Unless we radically change the direction of our current reform efforts, patients will in the future have vast restrictions placed on their choice of doctors, hospitals, treatments, and medicines. How many dollars won't be spent developing new medicines and treatments, because the money and brain power are diverted to less productive pursuits? The bureaucracy even now often chooses which medicine to pay for, and which physicians to contract with, and those choices are driven by interests that are often at odds with the patients' best interests. Physicians, for their part, have little incentive to openly publish their fees or compete for patients based on convenience issues such as flexible appointment availability or timely message return. Employers, saddled with the job of picking insurance options for their employees in this inefficient system, are left with a responsibility and cost they'd rather not have, but which has developed, not out of any affirmative policy decision, but because of a World War II era tax loophole for Kaiser shipyard workers. It's past time to declare that the emperor has no clothes, that the current health care payment system is built on a foundation of sand, and that American exceptionalism demands an exceptional health care system!
One of the least appreciated but most terrible results of our current "accidental" system is the erosion of the doctor-patient relationship. In its ideal form this is one of the most precious and protected of human relationships, one that for the patient lends itself to a feeling of trust, security, and hope, and for the physician yields an incredible sense of duty, responsibility, and obligation to his patient. I've had the privilege to have this relationship with some of my patients, but it is no longer the norm. Do you as patients think you've lost anything with the loss of this type of relationship? Do you even recognize that it's gone? Do you get a glimpse of the magnitude of the lost job satisfaction of physicians whose practices have bridged this transition?

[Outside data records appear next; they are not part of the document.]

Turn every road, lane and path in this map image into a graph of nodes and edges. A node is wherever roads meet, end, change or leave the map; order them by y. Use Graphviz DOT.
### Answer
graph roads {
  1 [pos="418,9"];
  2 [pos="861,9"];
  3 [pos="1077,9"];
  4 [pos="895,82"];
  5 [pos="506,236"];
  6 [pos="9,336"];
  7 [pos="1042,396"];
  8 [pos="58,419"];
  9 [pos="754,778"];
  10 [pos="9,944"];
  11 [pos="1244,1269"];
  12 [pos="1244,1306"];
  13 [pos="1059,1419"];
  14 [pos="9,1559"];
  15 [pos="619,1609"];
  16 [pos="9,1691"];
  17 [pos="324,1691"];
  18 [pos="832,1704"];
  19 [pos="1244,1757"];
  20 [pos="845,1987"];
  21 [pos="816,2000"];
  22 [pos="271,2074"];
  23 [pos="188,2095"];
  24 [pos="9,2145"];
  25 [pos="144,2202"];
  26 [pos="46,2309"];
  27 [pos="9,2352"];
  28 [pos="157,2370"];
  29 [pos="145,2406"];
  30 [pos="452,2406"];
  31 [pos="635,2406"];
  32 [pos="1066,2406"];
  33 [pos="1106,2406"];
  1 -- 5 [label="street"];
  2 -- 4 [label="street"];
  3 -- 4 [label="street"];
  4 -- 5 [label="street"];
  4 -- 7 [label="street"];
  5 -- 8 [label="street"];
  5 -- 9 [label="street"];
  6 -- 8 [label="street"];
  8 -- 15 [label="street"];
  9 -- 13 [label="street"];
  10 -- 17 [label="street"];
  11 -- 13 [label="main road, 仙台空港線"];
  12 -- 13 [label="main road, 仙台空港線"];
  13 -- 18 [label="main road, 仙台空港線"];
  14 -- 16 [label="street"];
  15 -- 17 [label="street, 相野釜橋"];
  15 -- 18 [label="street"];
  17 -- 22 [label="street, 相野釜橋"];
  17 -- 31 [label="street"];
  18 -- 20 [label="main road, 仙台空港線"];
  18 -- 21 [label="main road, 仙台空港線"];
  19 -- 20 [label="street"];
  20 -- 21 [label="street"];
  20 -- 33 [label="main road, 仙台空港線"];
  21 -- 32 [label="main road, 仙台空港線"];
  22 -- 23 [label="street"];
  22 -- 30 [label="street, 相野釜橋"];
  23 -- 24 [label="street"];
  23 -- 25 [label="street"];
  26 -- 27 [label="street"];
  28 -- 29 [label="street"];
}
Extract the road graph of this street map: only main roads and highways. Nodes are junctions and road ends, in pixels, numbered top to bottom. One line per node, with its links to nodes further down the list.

The surest path to a successful solution will be one in which the individual patient maintains maximal control over his own health care decisions, and that recognizes that it is the payor who has the control. I've chosen to be a physician for the freedom and blessings that are its fruit, both for me and for my patients. On a broader scale, I hope Americans will continue to have a rich array of health care options in future years. It's not a given that we will.